At-least-once vs exactly-once webhook delivery trade-offs

Q: If exactly-once is impossible, why do some brokers advertise it?

They are describing exactly-once semantics inside their own closed system, where the producer, log, and consumer offset all commit through one transactional protocol. The guarantee stops at the boundary: the moment an event leaves over HTTP to a third party, the sender is back to not knowing whether a missing acknowledgement means the work happened. Webhook delivery is always the boundary case.

Q: How do I choose the deduplication retention window?

Let your replay habits set it, not the sender's documented retry schedule. Teams that drain dead-letter queues weekly need at least eight days, otherwise a Monday replay of Thursday's failures re-applies every side effect. Storage is cheap relative to a duplicate refund run.

Q: Is a duplicate rate of two percent a problem?

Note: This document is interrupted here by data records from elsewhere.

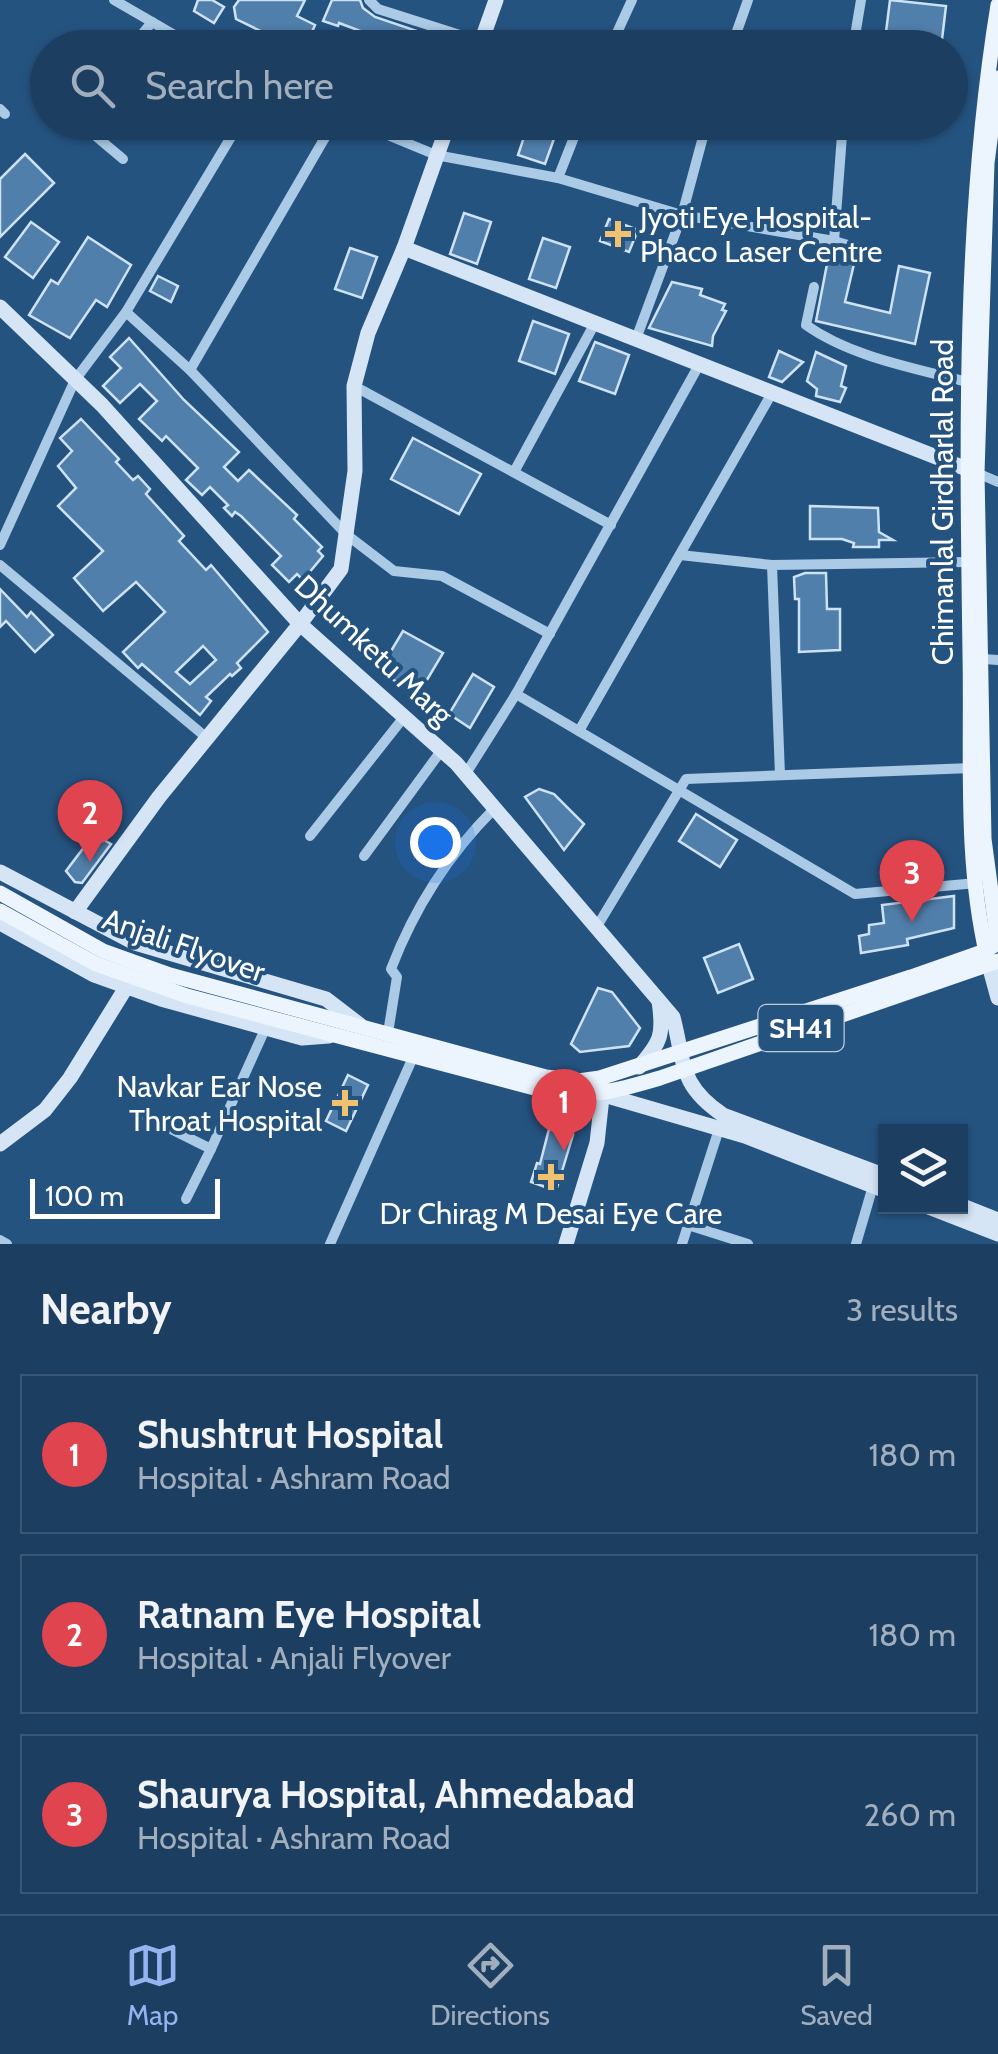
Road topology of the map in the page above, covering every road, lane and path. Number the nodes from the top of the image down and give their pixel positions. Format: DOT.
graph roads {
  1 [pos="114,0"];
  2 [pos="369,0"];
  3 [pos="496,0"];
  4 [pos="632,0"];
  5 [pos="748,0"];
  6 [pos="861,0"];
  7 [pos="998,5"];
  8 [pos="152,22"];
  9 [pos="145,30"];
  10 [pos="166,30"];
  11 [pos="438,30"];
  12 [pos="485,30"];
  13 [pos="620,30"];
  14 [pos="737,30"];
  15 [pos="856,30"];
  16 [pos="998,78"];
  17 [pos="996,116"];
  18 [pos="100,140"];
  19 [pos="229,140"];
  20 [pos="324,140"];
  21 [pos="400,140"];
  22 [pos="442,140"];
  23 [pos="573,140"];
  24 [pos="702,140"];
  25 [pos="842,140"];
  26 [pos="436,155"];
  27 [pos="123,159"];
  28 [pos="558,178"];
  29 [pos="682,215"];
  30 [pos="834,241"];
  31 [pos="991,244"];
  32 [pos="404,248"];
  33 [pos="869,252"];
  34 [pos="814,287"];
  35 [pos="0,306"];
  36 [pos="126,312"];
  37 [pos="595,323"];
  38 [pos="636,339"];
  39 [pos="699,365"];
  40 [pos="190,370"];
  41 [pos="75,380"];
  42 [pos="967,382"];
  43 [pos="354,386"];
  44 [pos="772,393"];
  45 [pos="972,471"];
  46 [pos="514,472"];
  47 [pos="998,482"];
  48 [pos="611,525"];
  49 [pos="347,535"];
  50 [pos="0,546"];
  51 [pos="680,555"];
  52 [pos="968,562"];
  53 [pos="0,565"];
  54 [pos="772,565"];
  55 [pos="300,624"];
  56 [pos="550,634"];
  57 [pos="990,659"];
  58 [pos="516,694"];
  59 [pos="404,717"];
  60 [pos="579,731"];
  61 [pos="206,738"];
  62 [pos="441,751"];
  63 [pos="972,768"];
  64 [pos="465,774"];
  65 [pos="780,775"];
  66 [pos="679,790"];
  67 [pos="494,809"];
  68 [pos="310,836"];
  69 [pos="364,856"];
  70 [pos="0,872"];
  71 [pos="977,883"];
  72 [pos="0,894"];
  73 [pos="0,911"];
  74 [pos="75,912"];
  75 [pos="0,923"];
  76 [pos="596,928"];
  77 [pos="994,953"];
  78 [pos="126,986"];
  79 [pos="998,998"];
  80 [pos="659,1001"];
  81 [pos="318,1024"];
  82 [pos="360,1026"];
  83 [pos="266,1028"];
  84 [pos="388,1033"];
  85 [pos="333,1036"];
  86 [pos="414,1055"];
  87 [pos="683,1062"];
  88 [pos="638,1067"];
  89 [pos="602,1086"];
  90 [pos="137,1112"];
  91 [pos="721,1121"];
  92 [pos="0,1144"];
  93 [pos="211,1148"];
  94 [pos="878,1184"];
  95 [pos="878,1192"];
  96 [pos="186,1200"];
  97 [pos="968,1208"];
  98 [pos="947,1214"];
  99 [pos="998,1220"];
  100 [pos="688,1225"];
  101 [pos="998,1234"];
  102 [pos="0,1240"];
  103 [pos="7,1244"];
  104 [pos="330,1244"];
  105 [pos="566,1244"];
  106 [pos="682,1244"];
  107 [pos="748,1244"];
  108 [pos="856,1244"];
  1 -- 8 [label="street"];
  2 -- 11 [label="street"];
  3 -- 12 [label="street"];
  4 -- 13 [label="street"];
  5 -- 14 [label="street"];
  6 -- 15 [label="street"];
  7 -- 42 [label="main road, Chimanlal Girdharlal Road"];
  8 -- 9 [label="street"];
  8 -- 10 [label="street"];
  16 -- 17 [label="main road, Chimanlal Girdharlal Road"];
  17 -- 31 [label="main road, Chimanlal Girdharlal Road"];
  18 -- 27 [label="street"];
  19 -- 36 [label="street"];
  20 -- 40 [label="street"];
  21 -- 26 [label="street"];
  22 -- 26 [label="street"];
  23 -- 28 [label="street"];
  24 -- 29 [label="street"];
  25 -- 30 [label="street"];
  26 -- 28 [label="street"];
  26 -- 32 [label="street"];
  28 -- 29 [label="street"];
  29 -- 30 [label="street"];
  29 -- 38 [label="street"];
  30 -- 33 [label="street"];
  31 -- 45 [label="main road, Chimanlal Girdharlal Road"];
  32 -- 37 [label="street"];
  32 -- 43 [label="street"];
  34 -- 42 [label="street"];
  35 -- 41 [label="street, Dhumketu Marg"];
  36 -- 40 [label="street"];
  36 -- 41 [label="street"];
  37 -- 38 [label="street"];
  37 -- 46 [label="street"];
  38 -- 39 [label="street"];
  39 -- 44 [label="street"];
  39 -- 48 [label="street"];
  40 -- 49 [label="street"];
  41 -- 50 [label="street"];
  41 -- 55 [label="street, Dhumketu Marg"];
  42 -- 45 [label="main road, Chimanlal Girdharlal Road"];
  43 -- 46 [label="street"];
  43 -- 49 [label="street"];
  44 -- 45 [label="street"];
  44 -- 51 [label="street"];
  45 -- 47 [label="street"];
  45 -- 52 [label="main road, Chimanlal Girdharlal Road"];
  45 -- 57 [label="main road, Chimanlal Girdharlal Road"];
  46 -- 48 [label="street"];
  48 -- 56 [label="street"];
  49 -- 55 [label="street"];
  49 -- 56 [label="street"];
  51 -- 54 [label="street"];
  51 -- 60 [label="street"];
  52 -- 54 [label="street"];
  52 -- 63 [label="main road, Chimanlal Girdharlal Road"];
  53 -- 61 [label="street"];
  54 -- 65 [label="street"];
  55 -- 59 [label="street, Dhumketu Marg"];
  55 -- 61 [label="street"];
  56 -- 58 [label="street"];
  57 -- 77 [label="main road, Chimanlal Girdharlal Road"];
  58 -- 60 [label="street"];
  58 -- 64 [label="street"];
  59 -- 62 [label="street, Dhumketu Marg"];
  59 -- 68 [label="street"];
  60 -- 66 [label="street"];
  61 -- 74 [label="street"];
  62 -- 64 [label="street, Dhumketu Marg"];
  62 -- 69 [label="street"];
  63 -- 65 [label="street"];
  63 -- 71 [label="main road, Chimanlal Girdharlal Road"];
  64 -- 67 [label="street, Dhumketu Marg"];
  65 -- 66 [label="street"];
  66 -- 71 [label="street"];
  66 -- 76 [label="street"];
  67 -- 76 [label="street, Dhumketu Marg"];
  67 -- 84 [label="street"];
  70 -- 74 [label="street"];
  71 -- 77 [label="main road, Chimanlal Girdharlal Road"];
  72 -- 81 [label="main road, Anjali Flyover"];
  73 -- 81 [label="main road, Anjali Flyover"];
  74 -- 82 [label="street"];
  75 -- 78 [label="street"];
  76 -- 80 [label="street, Dhumketu Marg"];
  77 -- 79 [label="street, Chimanlal Girdharlal Road"];
  77 -- 87 [label="main road"];
  78 -- 83 [label="street"];
  78 -- 92 [label="street"];
  80 -- 87 [label="street, Dhumketu Marg"];
  80 -- 88 [label="street"];
  81 -- 82 [label="main road, Anjali Flyover"];
  81 -- 85 [label="main road, Anjali Flyover"];
  82 -- 84 [label="main road, Anjali Flyover"];
  83 -- 85 [label="street"];
  83 -- 93 [label="street"];
  84 -- 89 [label="main road, Anjali Flyover"];
  85 -- 86 [label="main road, Anjali Flyover"];
  86 -- 89 [label="main road, Anjali Flyover"];
  86 -- 104 [label="street"];
  87 -- 88 [label="main road"];
  87 -- 89 [label="main road"];
  87 -- 91 [label="street, Dhumketu Marg"];
  88 -- 89 [label="main road"];
  89 -- 91 [label="street"];
  89 -- 105 [label="street"];
  90 -- 93 [label="street"];
  91 -- 94 [label="street"];
  91 -- 100 [label="street"];
  93 -- 96 [label="street"];
  95 -- 108 [label="street"];
  97 -- 99 [label="street"];
  98 -- 101 [label="street"];
  100 -- 106 [label="street"];
  100 -- 107 [label="street"];
  102 -- 103 [label="street"];
}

No, that is a normal baseline for HTTP delivery and it is exactly what the consumer's deduplication exists to absorb. Investigate when the rate moves rather than when it exists: a jump into double digits almost always means handler latency has crossed the sender's read timeout and healthy work is being retried.

Q: Does an idempotent consumer remove the need for retries at the sender?

No, they solve opposite halves of the problem. Retries stop events from being lost; idempotency stops them from being applied twice. Drop the retries and you have at-most-once delivery with silent data loss, which is far harder to detect than a duplicate.

Q: What if the side effect is a call to a third-party API rather than a database write?

Then you cannot put it in the same transaction as the claim, and the honest options are to pass your event id through as that API's own idempotency key, or to record the outbound attempt durably before making the call and reconcile afterwards. Most payment and messaging APIs accept an idempotency key precisely because this problem has no local solution.

Q: How do I test that a consumer is genuinely idempotent?

Replay a captured delivery twice in a row and assert the database state is byte-identical after the second run, not merely that the response was 200. Then repeat with the two deliveries running concurrently, which is the case a naive check-then-insert passes in serial testing and fails in production.

Every webhook platform must pick a delivery semantic, and the choice cascades into retry design, consumer complexity, and operational cost. This comparison builds on message ordering guarantees and sits alongside implementing strict ordering for financial webhooks, which shows ordering on top of these semantics. For the full taxonomy of guarantees a platform can offer, see the cross-cutting treatment in delivery guarantee levels.

The short version: true exactly-once delivery over an unreliable network is impossible, because the sender can never be certain whether a lost acknowledgement means the receiver got the message or not. What real systems ship is at-least-once delivery plus idempotent consumers, which together produce an effect that is observed exactly once. Understanding why is the difference between chasing an unattainable guarantee and building one that works.

A lost acknowledgement is indistinguishable from a lost message, so the sender retries; the consumer dedupes to make the effect observed once.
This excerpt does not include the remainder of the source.